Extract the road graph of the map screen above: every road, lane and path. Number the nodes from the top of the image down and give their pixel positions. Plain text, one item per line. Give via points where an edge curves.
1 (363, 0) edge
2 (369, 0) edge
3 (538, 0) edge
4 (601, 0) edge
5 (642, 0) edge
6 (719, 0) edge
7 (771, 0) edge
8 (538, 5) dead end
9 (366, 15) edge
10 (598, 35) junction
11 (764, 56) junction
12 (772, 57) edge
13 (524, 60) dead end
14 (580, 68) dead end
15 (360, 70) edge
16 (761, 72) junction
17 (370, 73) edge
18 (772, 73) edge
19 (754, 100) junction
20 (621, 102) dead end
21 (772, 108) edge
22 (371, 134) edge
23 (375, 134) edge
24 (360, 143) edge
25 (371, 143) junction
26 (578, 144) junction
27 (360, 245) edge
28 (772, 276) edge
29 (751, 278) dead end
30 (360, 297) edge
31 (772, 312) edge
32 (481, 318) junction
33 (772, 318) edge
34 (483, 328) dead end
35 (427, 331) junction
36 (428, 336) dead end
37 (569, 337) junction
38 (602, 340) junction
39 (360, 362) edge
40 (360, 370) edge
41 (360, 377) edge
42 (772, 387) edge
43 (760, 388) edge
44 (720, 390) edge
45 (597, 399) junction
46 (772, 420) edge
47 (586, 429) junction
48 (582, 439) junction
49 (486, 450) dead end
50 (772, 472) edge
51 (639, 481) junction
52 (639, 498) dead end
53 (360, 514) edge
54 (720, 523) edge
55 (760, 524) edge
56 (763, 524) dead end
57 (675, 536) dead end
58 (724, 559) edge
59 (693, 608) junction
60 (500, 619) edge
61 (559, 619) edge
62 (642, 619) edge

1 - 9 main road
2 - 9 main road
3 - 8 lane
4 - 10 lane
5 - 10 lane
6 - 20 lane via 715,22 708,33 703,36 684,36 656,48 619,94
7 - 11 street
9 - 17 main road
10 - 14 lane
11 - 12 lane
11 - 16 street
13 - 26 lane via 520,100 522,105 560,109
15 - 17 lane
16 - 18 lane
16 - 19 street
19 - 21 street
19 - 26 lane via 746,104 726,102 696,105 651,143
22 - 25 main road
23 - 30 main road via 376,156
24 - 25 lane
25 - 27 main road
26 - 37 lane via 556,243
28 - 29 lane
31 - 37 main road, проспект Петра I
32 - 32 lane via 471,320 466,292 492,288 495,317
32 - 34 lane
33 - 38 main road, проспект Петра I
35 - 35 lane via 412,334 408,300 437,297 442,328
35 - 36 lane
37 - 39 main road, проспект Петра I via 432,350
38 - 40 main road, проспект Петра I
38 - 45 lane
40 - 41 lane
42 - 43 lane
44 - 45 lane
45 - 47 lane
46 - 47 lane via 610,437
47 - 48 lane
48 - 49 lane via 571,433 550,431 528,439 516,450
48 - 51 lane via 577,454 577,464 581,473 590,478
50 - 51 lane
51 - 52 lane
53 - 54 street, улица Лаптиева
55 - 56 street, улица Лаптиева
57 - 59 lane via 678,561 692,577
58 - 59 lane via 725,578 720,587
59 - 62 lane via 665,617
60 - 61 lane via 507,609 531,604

§ **Problem to work on**
Your answer should be one number: how many lines in the material hold the string "main".

§ **Response box**
10